Although GW5074 is not an especially potent inhibitor of wild type or G2019S LRRK2 (IC50 0.2µM – 1.0µM depending on substrate) and is not selective (IC50 vs cRaf ca 10nM), the study, which is published in Nature Medicine, provides encouragement that a more potent and selective inhibitor could lead to a new disease-modifying treatment for Parkinson’s disease. The John Hopkins team are collaborating with researchers at Southern Methodist University to design more selective inhibitors and many other groups in both industry and academia are engaged in the search for potent and selective LRRK2 inhibitors.
Epidemiological studies have suggested that either rheumatoid arthritis itself – or the anti-inflammatory drugs used to control it – are associated with a reduced risk of developing Alzheimer’s disease. Recent clinical trials with non-steroidal anti-inflammatory drugs (NSAIDs) have failed to show a benefit in patients with Alzheimer’s disease and researchers at the University of South Florida have now shown that it may be the disease itself that affords protection.

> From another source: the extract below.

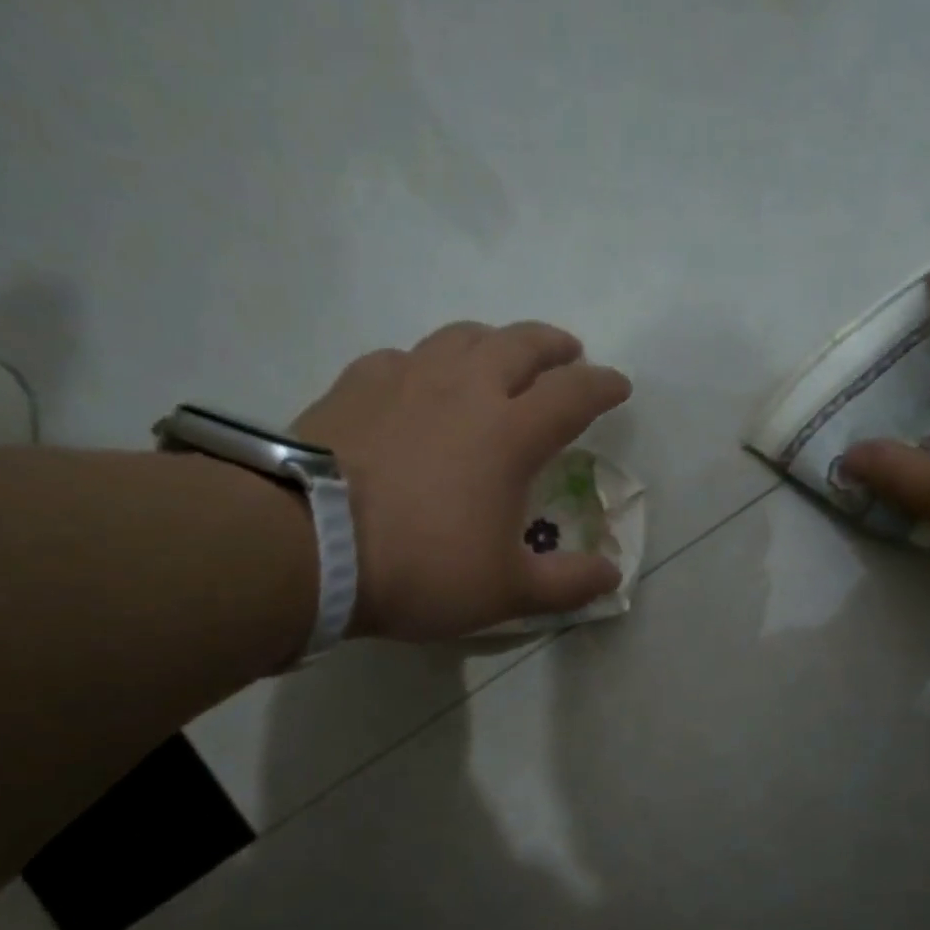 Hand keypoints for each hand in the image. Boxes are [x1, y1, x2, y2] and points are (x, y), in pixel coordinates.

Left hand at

In a mouse model of Alzheimer’s disease, one of the cytokines that is elevated in patients with rheumatoid arthritis, granulocyte-macrophage colony-stimulating factor (GM-CSF), was shown to improve working memory and learning and to lead to an apparent increase in neural cell connections in the animals’ brains. GM-CSF also led to an accumulation of microglia in the brains of treated animals which was associated with a greater than 50% reduction in β-amyloid peptides. Recombinant human GM-CSF is currently approved to stimulate the production of white blood cells in some cancer patients and the new study, which is published in the Journal of Alzheimer’s Disease, suggests that GM-CSF could also be of benefit to Alzheimer’s patients.
The USF Health Byrd Alzheimer’s Institute plans to begin a pilot clinical trial later this year to investigate recombinant human GM-CSF in patients with mild or moderate Alzheimer’s disease.